The 10 villages of the Onsernone Valley, in the southernmost Swiss canton of Ticino, are linked by a single road that seems only marginally wider than your outstretched arms. Supposedly there are 300 bends between Auressio, at the bottom of the valley, near Locarno, and Spruga, at the top, where the road runs out just short of the Italian border. In Spruga there’s a small car park and turning area. It occurred to me when I got there that this car park was the largest piece of flat land I’d seen since leaving Locarno. From this point you can continue on foot into the forest — across the Isorno river, into Italy — but cars can only turn around.
I’d been told there was a witch in Spruga and vaguely hoped I might meet her. But I met nobody. I saw nobody. Not a black cat stirred. The windows of the Bar Onsernonese, where I might have made inquiries, were shuttered, the door locked. The wind soughed gently in the trees and that was all; the village seemed to have something of the Wild West about it.
The Onsernone Valley is sometimes described as the wildest valley in Switzerland. Because of its east-west orientation, each side has its own microclimate and flora. The shadowy north-facing slopes are dense with beech, silver fir and larch.
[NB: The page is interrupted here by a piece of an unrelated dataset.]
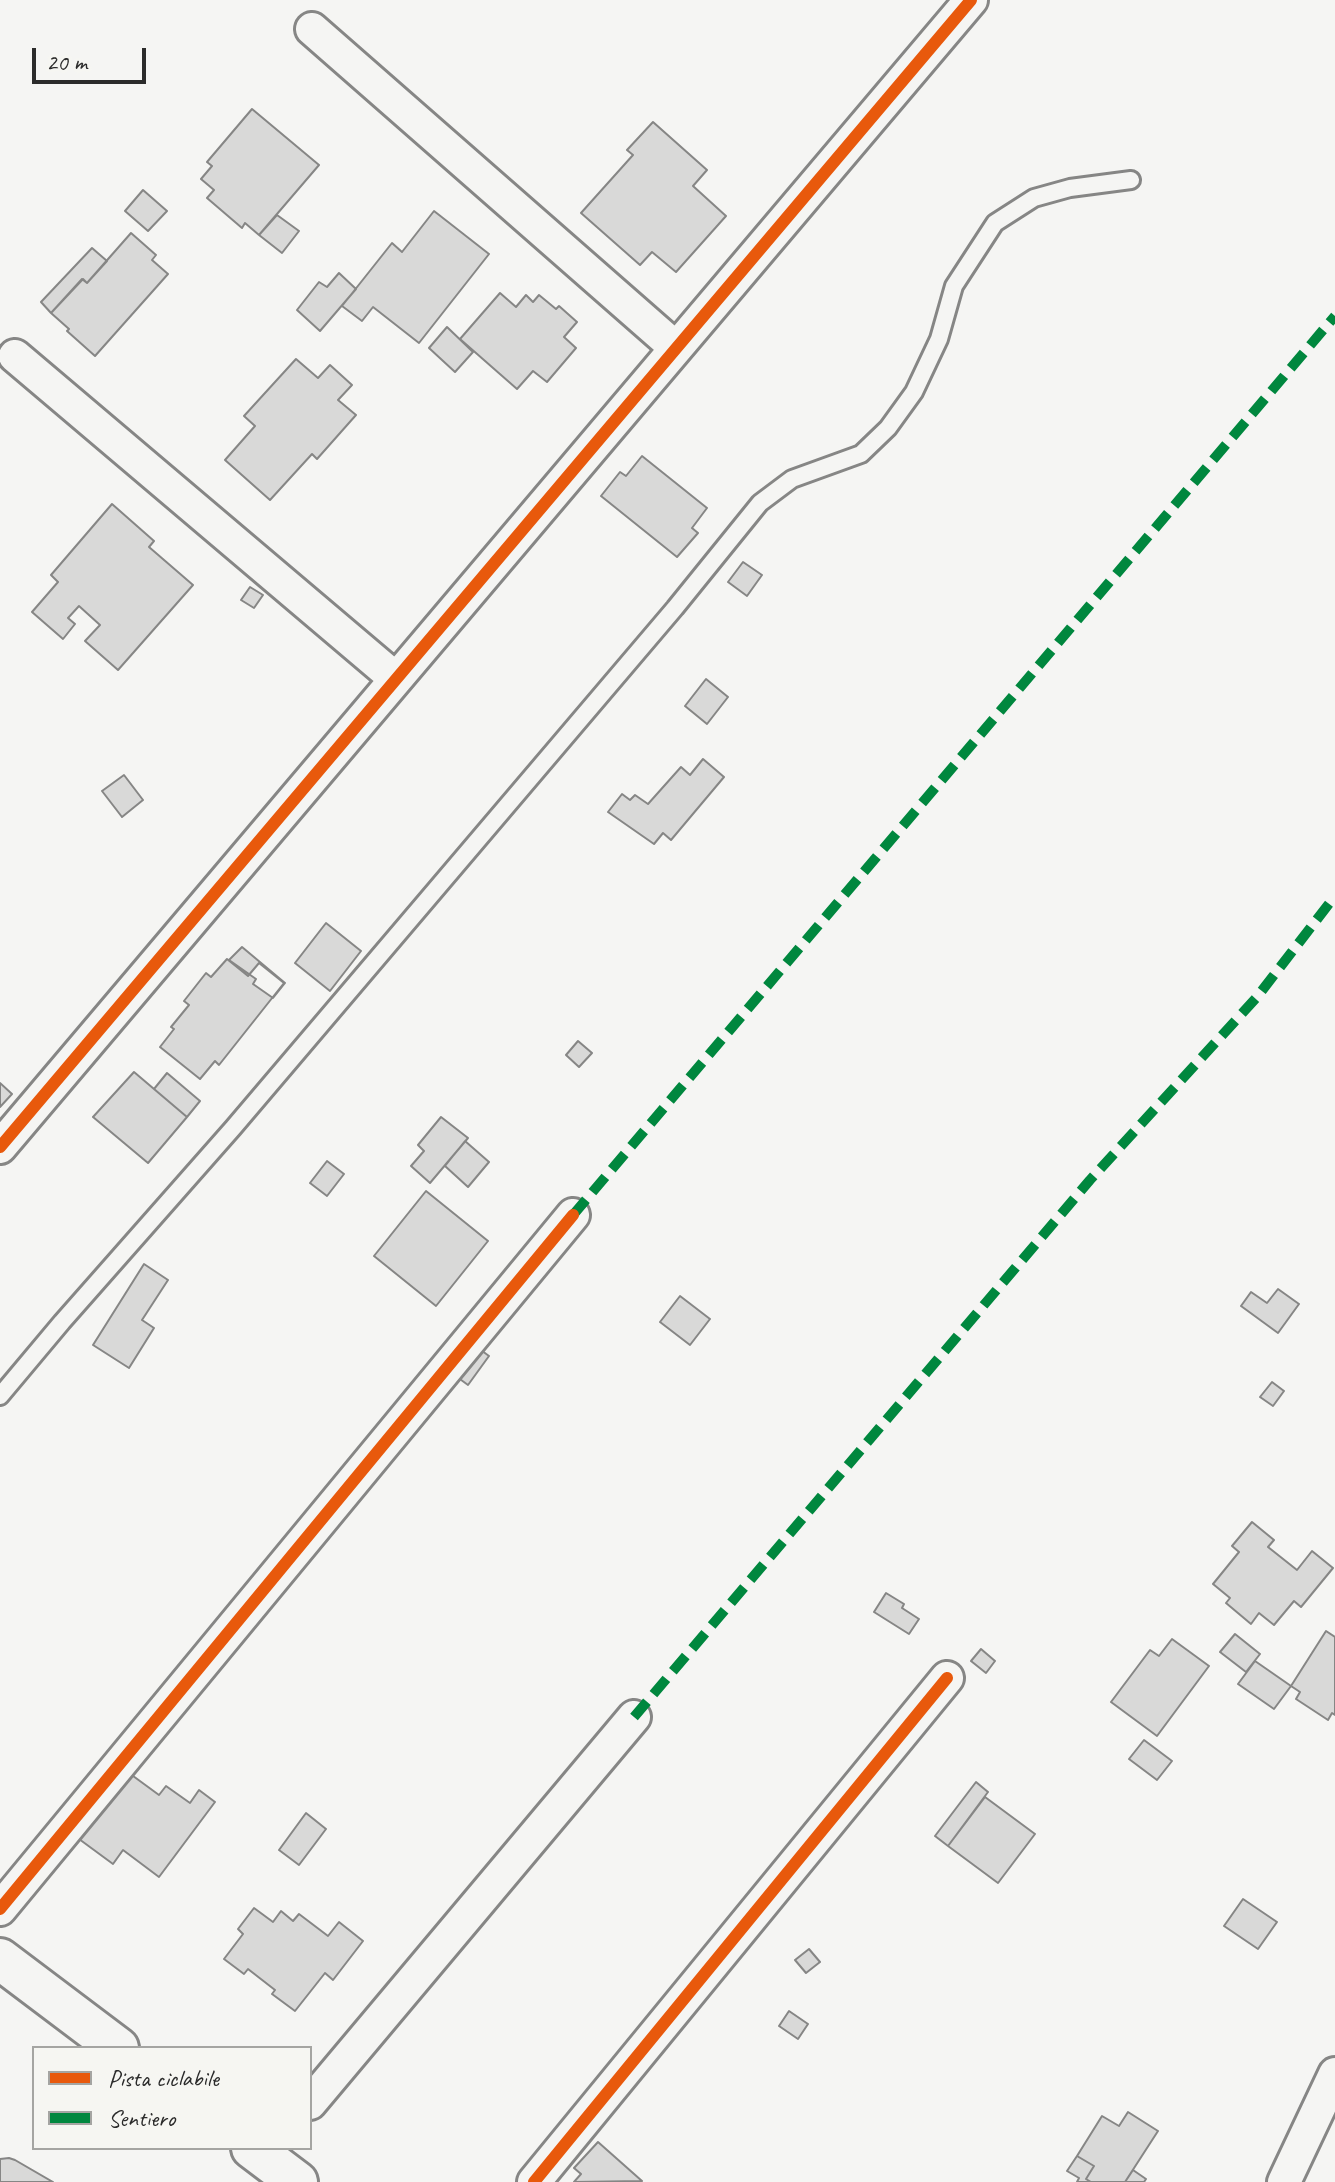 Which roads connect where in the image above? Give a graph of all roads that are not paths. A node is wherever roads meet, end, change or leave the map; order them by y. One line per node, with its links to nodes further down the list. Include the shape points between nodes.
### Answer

Portions of the bright, south-facing slopes, where the 10 villages cling on for dear life, were long ago terraced and planted with chestnut orchards and rye. But over the past hundred years or so, in which time farming was all but abandoned, these spaces have become a study in afforestation. They have rewilded themselves. Whether it’s actually the wildest valley in Switzerland or not, it’s almost certainly wilder today than at any time since humans settled here in the late Middle Ages.